Four players, Larry Walker, Craig Biggio, Roger Clemens and Pedro Martinez, each set their respective team records in a single season, 1997.  Three other players, Cal Ripkin, Kevin Brown (twice), and Greg Maddux, also set their team’s record during that same decade, the 1990’s.

Fourteen different pitchers are represented on this list, including five lefties:  Koufax, Carlton, Newhouser, W. Wood and R. Johnson.

Given how much offense has historically been expected from first basemen, it is surprising that not one single first baseman is represented on this list.  Nor are any third basemen or catchers to be found here.  But eight players who were primarily middle-infielders during their careers are on this list.

Chronologically, the list spans from Cy Young’s 1901 season with the Red Sox to Mike Trout’s 2012 with the Angels.  Five of these players are still active:  Trout, Josh Hamilton, Ben Zobrist, Zach Greinke, and (technically) A-Rod.  Trout and Hamilton are currently teammates on the Angels.

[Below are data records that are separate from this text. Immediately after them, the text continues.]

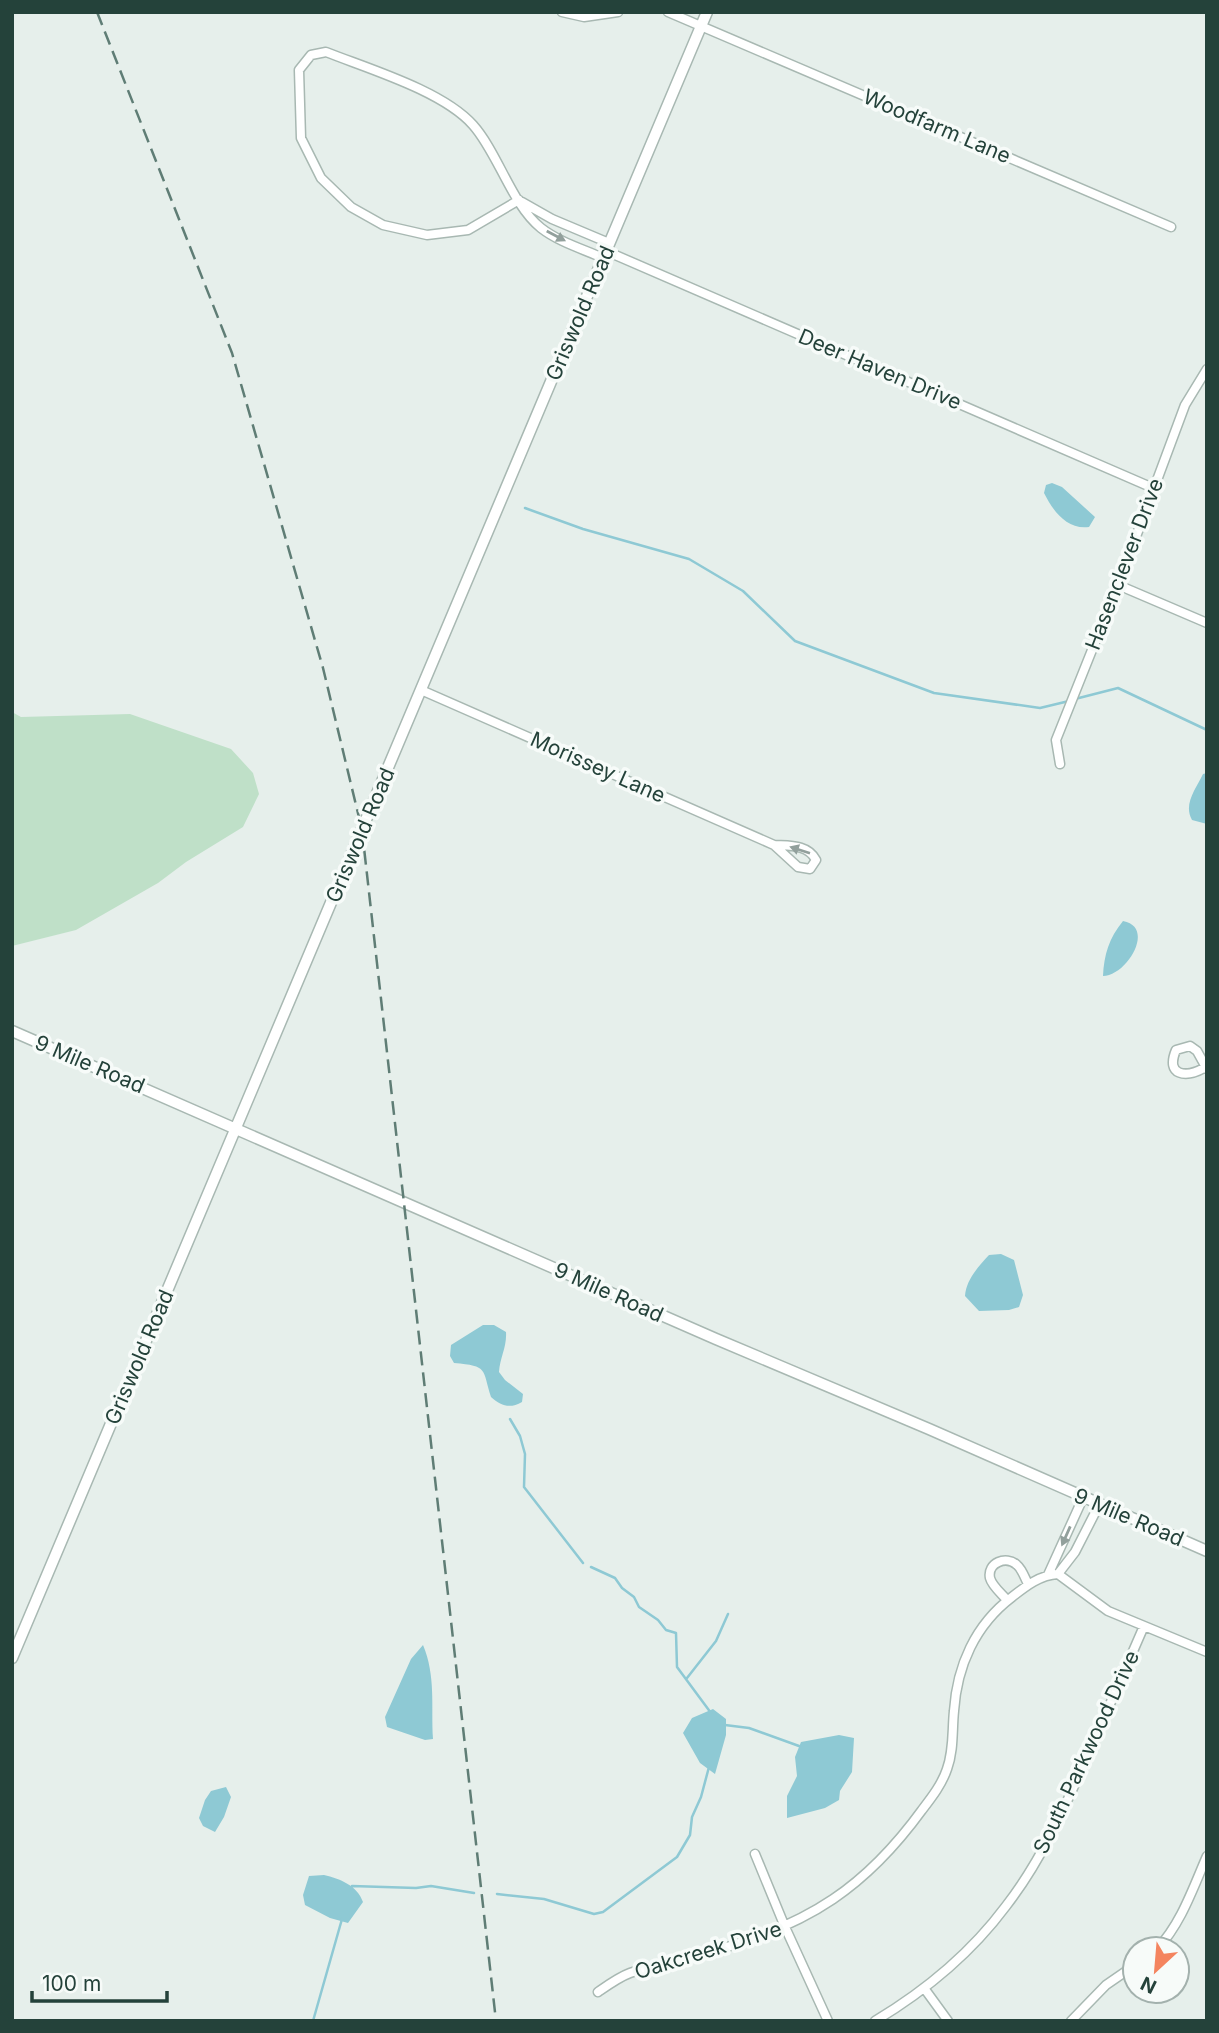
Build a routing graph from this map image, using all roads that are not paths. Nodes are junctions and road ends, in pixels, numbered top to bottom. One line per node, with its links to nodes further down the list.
1 (562, 12): 2 (street)
2 (618, 12)
3 (668, 12): 5 (street, Woodfarm Lane)
4 (707, 12): 5 (street, Griswold Road)
5 (702, 26): 7 (street, Woodfarm Lane); 8 (street, Griswold Road)
6 (519, 200): 6 (street); 8 (street); 8 (street, one-way to 8)
7 (1171, 227)
8 (606, 251): 10 (street, Deer Haven Drive); 13 (street, Griswold Road)
9 (1207, 369): 10 (street, Hasenclever Drive)
10 (1153, 488): 11 (street, Hasenclever Drive)
11 (1118, 585): 12 (street); 14 (street, Hasenclever Drive)
12 (1207, 623)
13 (421, 690): 15 (street, Morissey Lane); 17 (street, Griswold Road)
14 (1060, 764)
15 (774, 845): 15 (street, Morissey Lane, one-way to 15)
16 (12, 1031): 17 (street, 9 Mile Road)
17 (237, 1128): 18 (street, 9 Mile Road); 27 (street, Griswold Road)
18 (1083, 1498): 19 (street, 9 Mile Road); 22 (street, one-way to 22)
19 (1099, 1505): 20 (street, 9 Mile Road); 21 (street)
20 (1207, 1550)
21 (1058, 1574): 22 (street, Oakcreek Drive); 25 (street)
22 (1048, 1575): 23 (street, Oakcreek Drive)
23 (1028, 1584): 24 (street, Oakcreek Drive); 24 (street)
24 (1007, 1600): 30 (street, Oakcreek Drive)
25 (1144, 1626): 26 (street); 33 (street, South Parkwood Drive)
26 (1207, 1652)
27 (12, 1658)
28 (755, 1854): 30 (street)
29 (1206, 1862): 31 (street)
30 (785, 1927): 34 (street, Oakcreek Drive); 35 (street)
31 (1170, 1935)
32 (1121, 1975): 38 (street)
33 (924, 1988): 36 (street, South Parkwood Drive); 37 (street)
34 (598, 1992)
35 (828, 2021)
36 (875, 2021)
37 (948, 2021)
38 (1071, 2021)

All but seven of these players are still alive.  Only Babe Ruth, Walter Johnson, Cy Young, Rogers Hornsby, Honus Wagner, Eddie Collins and Hal Newhouser have passed away.

The Baseball Hall of Fame has identified the period 1947-72 as the “Golden Era” of baseball.  Interestingly, however, only four of the single-season WAR records on this list occurred during that era, and three of them (Carlton and Perry in ’72 and Wood in ’71) barely qualify.  Only Koufax’s 1963 season fits squarely in that arbitrary time-frame.

It will be interesting to see if any of these records fall this season, or over the next several years, as today’s talented young ballplayers leave their mark on the game.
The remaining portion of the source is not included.